Ло снова посмотрел вниз. Огни города больше не казались ему безобразными кляксами. Теперь это были окна. В каждом — своя история, своя кухня, свое отчаяние или свой крошечный, едва уловимый уют. Он все еще не видел среди них своего, но он вдруг с мучительной остротой ощутил, что у этого парня рядом хоть и похожая, но своя, личная история. И он пришел сюда, на край, не за спасением, а просто… подышать. И нашел его.
— Я не знаю, как, — честно сказал Лололошка, и голос его снова задрожал, но теперь это была дрожь сдачи, капитуляции перед невероятной сложностью жизни. — Я не знаю как делать эти маленькие шаги.
— Никто не знает, когда стоит тут, — тихо ответил парень. Он бросил окурок, раздавил его каблуком. — Знаешь, что я сделал в тот раз? Я не пошел домой. Я спустился вниз, дошел до вон того круглосуточного магазина и купил кастрюлю. Самую дешевую, эмалированную. Просто поставил ее дома на плиту, пустую. Иногда смотрел на нее. Это был мой первый шаг. Не в жизнь, а из этой тишины.
Он не думал, что это знак. Он не верил в знаки. Но этот нелепый парень, эта его кастрюля, это внезапное, мимолетное видение красоты в самом сердце своего кошмара — что-то сдвинулось. Огромный, давящий камень отчаяния не исчез, нет, но в нем появилась тончайшая трещина. И сквозь нее, словно луч, пробилась мысль, не его, не от его измученного эго, а откуда-то из глубин того самого инстинкта, который заставлял дрожать его руки: «Ты можешь сделать это завтра. Не сейчас. Просто сегодня не тот день. Ты можешь сойти с этого парапета, спуститься по лестнице, выйти на улицу. Купить ту самую шаурму с чесночным соусом. Она будет горячей, ты почувствуешь ее вкус. Это будет реально. А прыгнуть… прыгнуть ты всегда успеешь».
Это не было надеждой. Никакой веры в светлое будущее не появилось. Не было внезапного озарения, что жизнь прекрасна. Это было просто отсрочкой.

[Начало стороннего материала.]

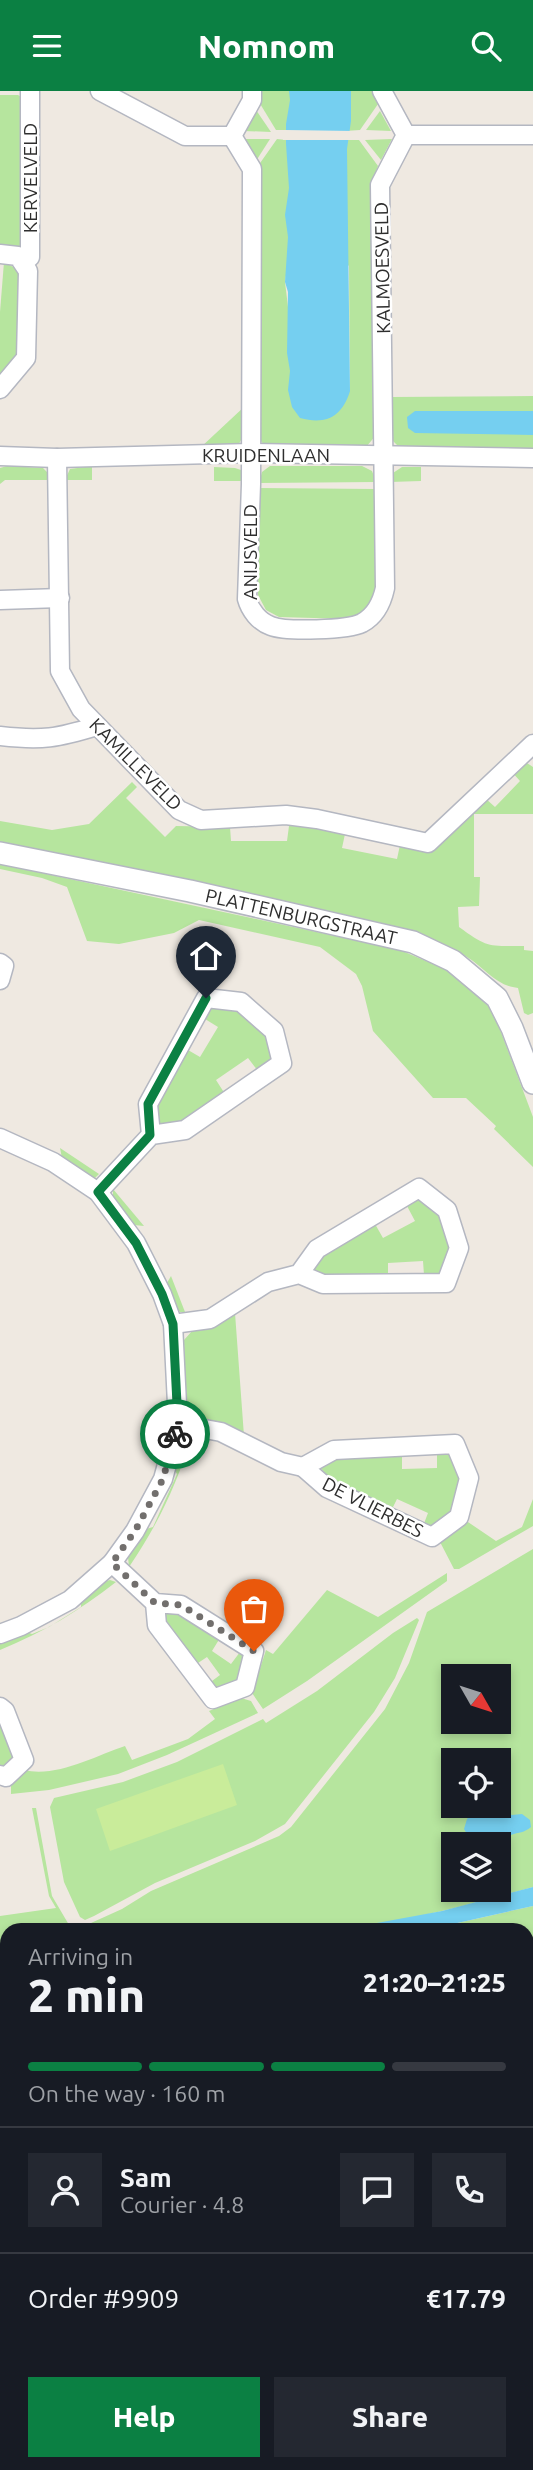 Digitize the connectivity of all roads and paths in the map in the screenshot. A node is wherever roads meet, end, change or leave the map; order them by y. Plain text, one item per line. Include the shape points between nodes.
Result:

Капитуляцией перед страхом небытия и перед простым, животным желанием теплой еды и компании.
Ноги, затекшие и онемевшие, сделали первое движение назад. Не прыжок в бездну, а маленький, неуверенный шаг. Потом другой. Пальцы, побелевшие от холода, разжали свою мертвую хватку на бетоне. Он сошел с парапета, и мир, который секунду назад был лишь фоном для его конца, снова обрушился на него во всей своей сложной, шумной, неоднозначной полноте. Он стоял, пошатываясь, на безопасном, плоском бетоне крыши, и его трясло уже не от дрожи страха, а от нервной реакции, от сброса чудовищного напряжения. Первая слеза потекла, когда он заглянул в глаза незнакомца, такие спокойные и понимающие. А дальше уже было не остановиться. Слезы текли и текли, но теперь это были слезы невыразимого облегчения и полного, абсолютного истощения. Он не решил своих проблем. Он не нашел смысла. Он просто подарил себе еще одну ночь. Одну шаурму. Один эпизод сериала. Еще один шанс увидеть этого парня в магазине с посудой.
Они молча шли через крышу к выходу. Незнакомец шел чуть впереди, не оборачиваясь, не проверяя, давая ему пространство и время. И в спине этого незнакомца, в его неторопливой, уверенной походке, была странная, необъяснимая надежность. У двери на лестничную клетку парень придержал тяжелую дверь, пропуская его.
— Меня, кстати, Джон зовут, — сказал он уже в темноте лестничного пролета, и его голос прозвучал по-новому, будто сбросив одну маску и не надевая пока другую.
— Лололошка, — выдавил парень, спускаясь по шатким ступеням в темноту, которая теперь вела не в бездну отчаяния, а в запах сырости, бетона и в холод ночного воздуха улицы, где действительно горел свет круглосуточного магазина.